## THE DATA:
########################################

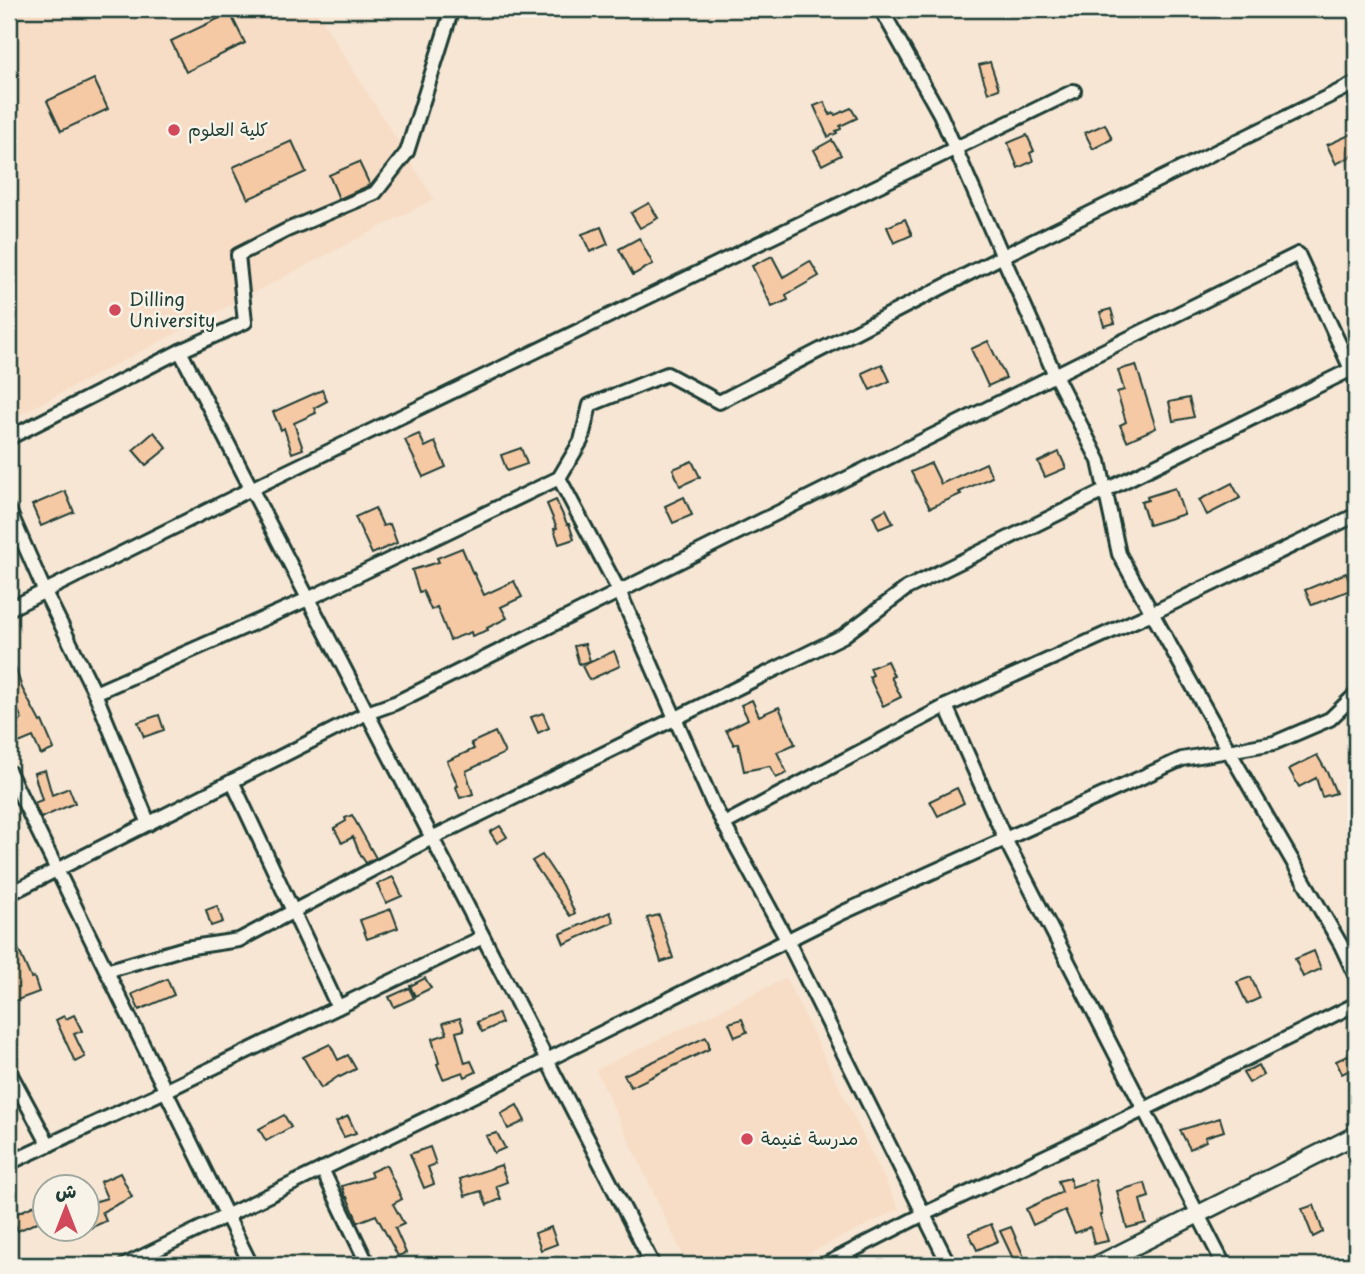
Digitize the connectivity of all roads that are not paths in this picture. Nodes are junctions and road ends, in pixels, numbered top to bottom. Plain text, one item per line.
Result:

########################################

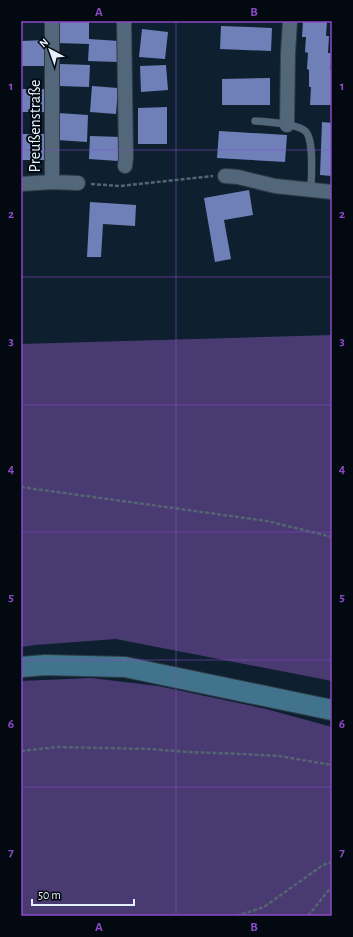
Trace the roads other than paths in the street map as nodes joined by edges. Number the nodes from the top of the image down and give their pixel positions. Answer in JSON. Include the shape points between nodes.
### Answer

########################################

## TASK GOAL:
Looking at the listing above, which lines hold "Answer"? Copy every such line.

## SOLVED PROBLEM:
Trace the roads other than paths in the street map as nodes joined by edges. Number the nodes from the top of the image down and give their pixel positions. Answer in JSON. Include the shape points between nodes.
### Answer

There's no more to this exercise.